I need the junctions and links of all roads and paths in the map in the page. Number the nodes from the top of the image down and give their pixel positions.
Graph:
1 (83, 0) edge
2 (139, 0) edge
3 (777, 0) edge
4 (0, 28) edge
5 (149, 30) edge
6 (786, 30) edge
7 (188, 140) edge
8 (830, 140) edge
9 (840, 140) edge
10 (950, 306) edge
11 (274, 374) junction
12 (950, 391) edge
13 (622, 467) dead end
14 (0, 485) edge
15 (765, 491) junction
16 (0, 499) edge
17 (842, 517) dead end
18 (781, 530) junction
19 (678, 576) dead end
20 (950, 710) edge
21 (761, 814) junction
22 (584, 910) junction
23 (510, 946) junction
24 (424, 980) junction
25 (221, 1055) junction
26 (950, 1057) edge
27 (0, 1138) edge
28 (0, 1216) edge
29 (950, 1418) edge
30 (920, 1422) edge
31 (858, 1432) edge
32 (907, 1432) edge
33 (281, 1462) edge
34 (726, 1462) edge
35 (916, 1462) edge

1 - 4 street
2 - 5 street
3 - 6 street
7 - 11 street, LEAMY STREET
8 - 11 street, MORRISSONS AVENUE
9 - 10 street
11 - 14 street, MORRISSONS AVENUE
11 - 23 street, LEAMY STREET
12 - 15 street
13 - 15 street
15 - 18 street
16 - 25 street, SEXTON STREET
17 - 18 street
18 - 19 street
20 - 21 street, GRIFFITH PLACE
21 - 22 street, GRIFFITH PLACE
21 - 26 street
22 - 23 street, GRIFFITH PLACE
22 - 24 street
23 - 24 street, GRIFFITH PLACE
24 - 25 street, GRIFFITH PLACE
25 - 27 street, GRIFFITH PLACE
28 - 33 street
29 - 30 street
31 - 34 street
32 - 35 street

········

▶ [Exercise prompt] The full listing needs to be output again, exactly as it reads.

▶ [Exercise result]
I need the junctions and links of all roads and paths in the map in the page. Number the nodes from the top of the image down and give their pixel positions.
Graph:
1 (83, 0) edge
2 (139, 0) edge
3 (777, 0) edge
4 (0, 28) edge
5 (149, 30) edge
6 (786, 30) edge
7 (188, 140) edge
8 (830, 140) edge
9 (840, 140) edge
10 (950, 306) edge
11 (274, 374) junction
12 (950, 391) edge
13 (622, 467) dead end
14 (0, 485) edge
15 (765, 491) junction
16 (0, 499) edge
17 (842, 517) dead end
18 (781, 530) junction
19 (678, 576) dead end
20 (950, 710) edge
21 (761, 814) junction
22 (584, 910) junction
23 (510, 946) junction
24 (424, 980) junction
25 (221, 1055) junction
26 (950, 1057) edge
27 (0, 1138) edge
28 (0, 1216) edge
29 (950, 1418) edge
30 (920, 1422) edge
31 (858, 1432) edge
32 (907, 1432) edge
33 (281, 1462) edge
34 (726, 1462) edge
35 (916, 1462) edge

1 - 4 street
2 - 5 street
3 - 6 street
7 - 11 street, LEAMY STREET
8 - 11 street, MORRISSONS AVENUE
9 - 10 street
11 - 14 street, MORRISSONS AVENUE
11 - 23 street, LEAMY STREET
12 - 15 street
13 - 15 street
15 - 18 street
16 - 25 street, SEXTON STREET
17 - 18 street
18 - 19 street
20 - 21 street, GRIFFITH PLACE
21 - 22 street, GRIFFITH PLACE
21 - 26 street
22 - 23 street, GRIFFITH PLACE
22 - 24 street
23 - 24 street, GRIFFITH PLACE
24 - 25 street, GRIFFITH PLACE
25 - 27 street, GRIFFITH PLACE
28 - 33 street
29 - 30 street
31 - 34 street
32 - 35 street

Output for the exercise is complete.